Source records ->
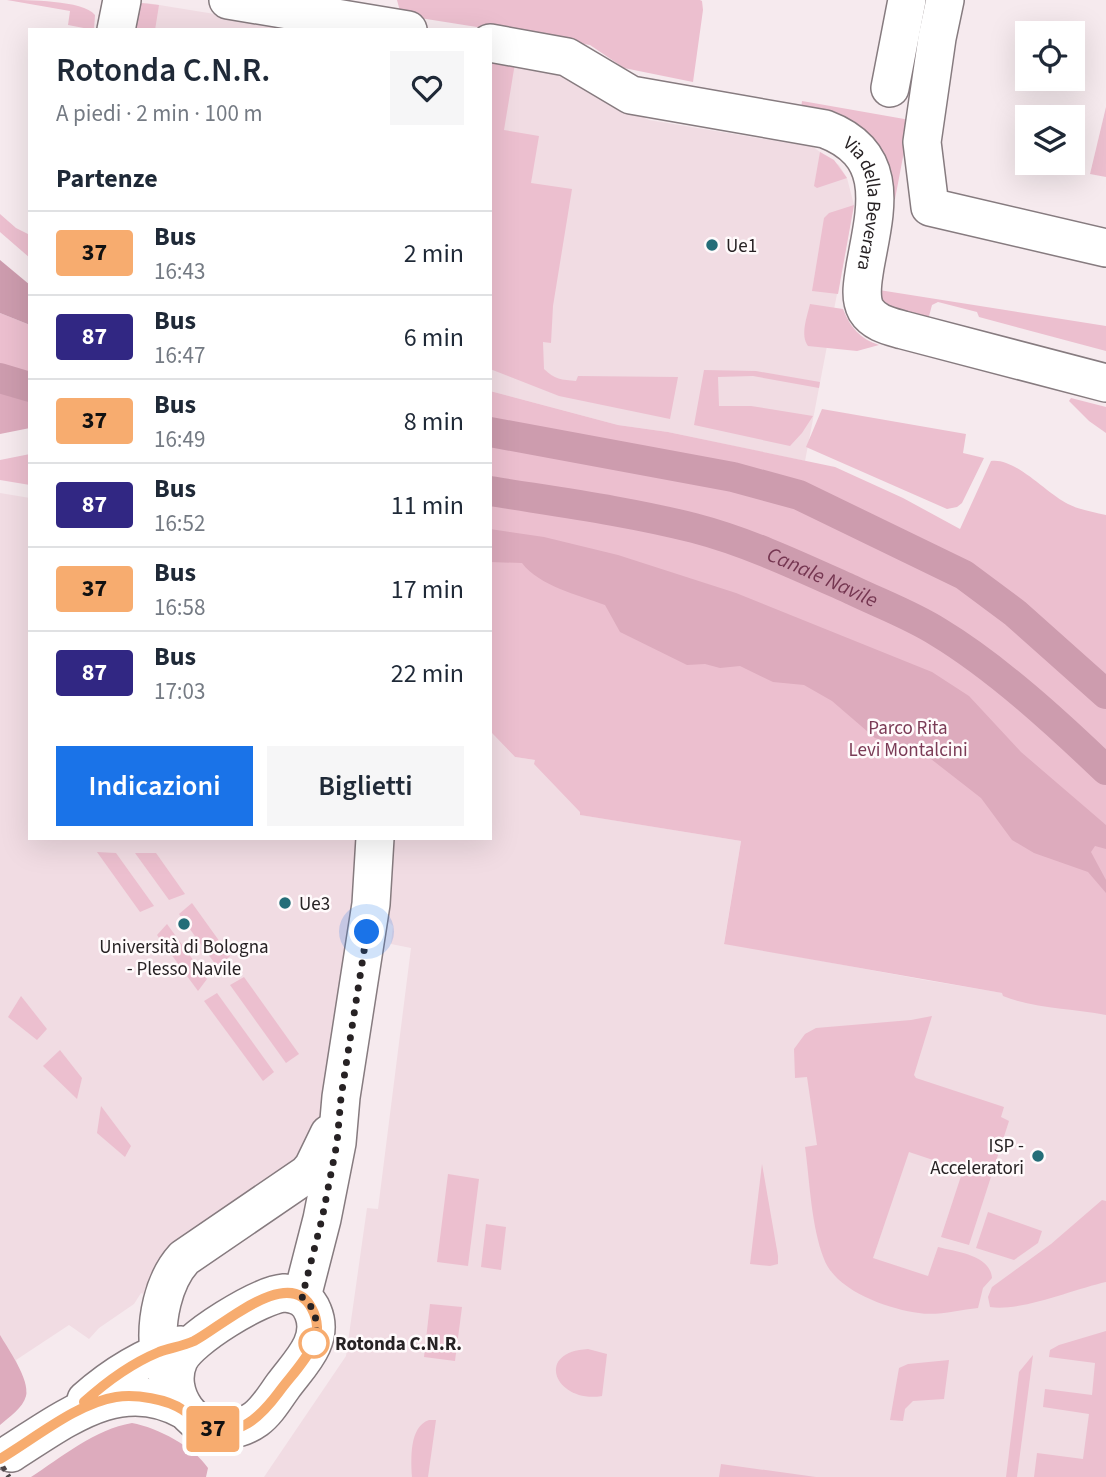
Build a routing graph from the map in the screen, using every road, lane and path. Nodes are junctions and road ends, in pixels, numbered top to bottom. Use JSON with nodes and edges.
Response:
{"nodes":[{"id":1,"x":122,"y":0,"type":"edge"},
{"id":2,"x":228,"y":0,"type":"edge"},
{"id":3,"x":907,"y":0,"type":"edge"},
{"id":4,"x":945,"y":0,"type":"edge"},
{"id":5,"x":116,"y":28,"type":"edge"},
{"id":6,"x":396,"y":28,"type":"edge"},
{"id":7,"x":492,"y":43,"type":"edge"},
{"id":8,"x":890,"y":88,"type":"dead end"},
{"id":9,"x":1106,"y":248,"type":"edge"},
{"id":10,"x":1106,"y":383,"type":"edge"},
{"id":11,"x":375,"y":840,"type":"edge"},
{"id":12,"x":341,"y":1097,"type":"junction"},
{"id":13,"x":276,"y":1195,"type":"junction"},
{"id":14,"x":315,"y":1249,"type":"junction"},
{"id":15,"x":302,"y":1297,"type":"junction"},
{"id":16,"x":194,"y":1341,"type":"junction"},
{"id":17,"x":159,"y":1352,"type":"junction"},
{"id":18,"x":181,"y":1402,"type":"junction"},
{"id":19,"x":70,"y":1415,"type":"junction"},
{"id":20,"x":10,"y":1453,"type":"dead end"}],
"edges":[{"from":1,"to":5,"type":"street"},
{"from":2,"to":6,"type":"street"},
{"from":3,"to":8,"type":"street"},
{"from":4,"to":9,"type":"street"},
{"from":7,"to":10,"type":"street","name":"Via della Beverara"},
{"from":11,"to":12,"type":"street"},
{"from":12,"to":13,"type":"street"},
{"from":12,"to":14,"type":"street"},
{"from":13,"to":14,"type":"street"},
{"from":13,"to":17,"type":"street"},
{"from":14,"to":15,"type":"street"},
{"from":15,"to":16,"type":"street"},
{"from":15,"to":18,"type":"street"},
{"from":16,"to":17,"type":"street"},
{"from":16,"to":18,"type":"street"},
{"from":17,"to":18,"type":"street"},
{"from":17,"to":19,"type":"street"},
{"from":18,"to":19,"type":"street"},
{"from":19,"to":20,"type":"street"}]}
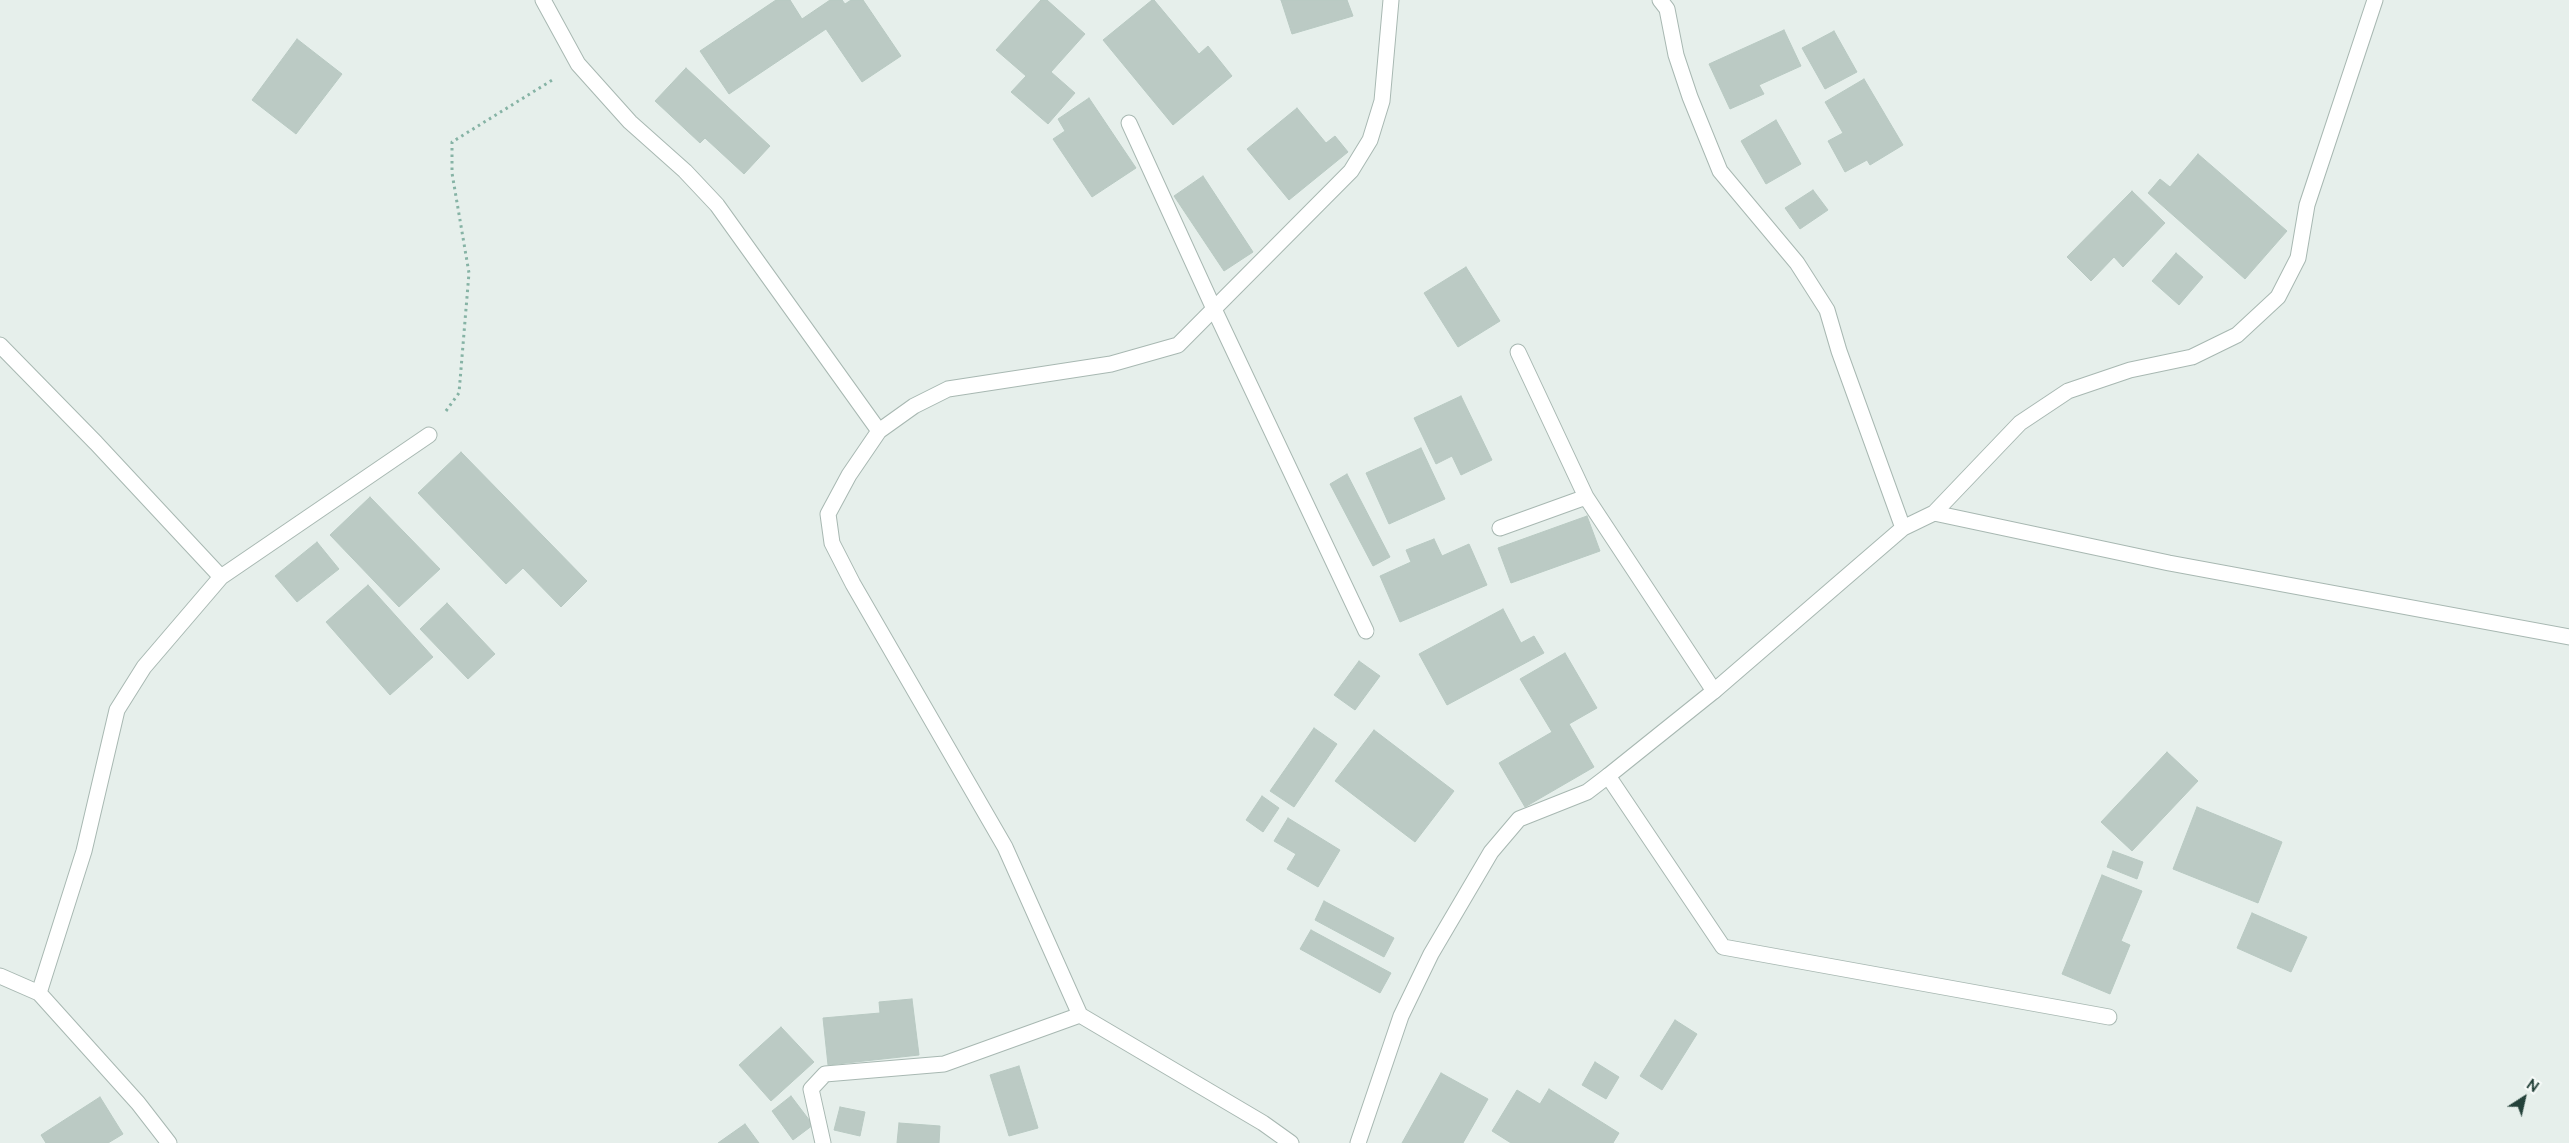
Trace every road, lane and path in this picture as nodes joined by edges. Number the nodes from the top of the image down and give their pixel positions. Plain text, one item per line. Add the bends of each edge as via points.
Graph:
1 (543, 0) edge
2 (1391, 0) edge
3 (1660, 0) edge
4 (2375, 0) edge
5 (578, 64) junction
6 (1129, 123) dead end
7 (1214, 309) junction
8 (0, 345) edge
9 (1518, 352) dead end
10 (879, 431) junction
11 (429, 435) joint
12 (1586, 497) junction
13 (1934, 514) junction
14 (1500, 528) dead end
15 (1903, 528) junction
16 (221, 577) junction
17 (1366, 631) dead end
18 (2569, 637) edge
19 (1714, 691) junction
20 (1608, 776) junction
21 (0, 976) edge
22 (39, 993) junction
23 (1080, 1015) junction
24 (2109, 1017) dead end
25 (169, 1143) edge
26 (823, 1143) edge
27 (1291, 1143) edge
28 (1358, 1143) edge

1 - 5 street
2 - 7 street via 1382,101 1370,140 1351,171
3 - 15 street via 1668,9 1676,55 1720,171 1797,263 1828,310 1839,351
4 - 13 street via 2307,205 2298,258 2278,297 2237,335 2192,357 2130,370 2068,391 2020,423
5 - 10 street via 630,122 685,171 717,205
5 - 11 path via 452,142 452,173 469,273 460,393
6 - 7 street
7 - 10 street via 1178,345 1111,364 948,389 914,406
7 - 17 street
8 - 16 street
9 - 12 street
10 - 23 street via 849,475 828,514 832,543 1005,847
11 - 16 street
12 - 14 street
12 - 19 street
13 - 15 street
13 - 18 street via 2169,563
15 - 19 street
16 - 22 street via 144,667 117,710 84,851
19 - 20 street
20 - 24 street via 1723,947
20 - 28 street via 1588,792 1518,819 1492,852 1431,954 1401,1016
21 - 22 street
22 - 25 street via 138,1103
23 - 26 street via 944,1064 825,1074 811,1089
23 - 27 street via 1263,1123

The task -> If a line in the listing has "lane" in it, report that line.

Your solution ->
Build a routing graph from the map in the screen, using every road, lane and path. Nodes are junctions and road ends, in pixels, numbered top to bottom. Use JSON with nodes and edges.
Trace every road, lane and path in this picture as nodes joined by edges. Number the nodes from the top of the image down and give their pixel positions. Plain text, one item per line. Add the bends of each edge as via points.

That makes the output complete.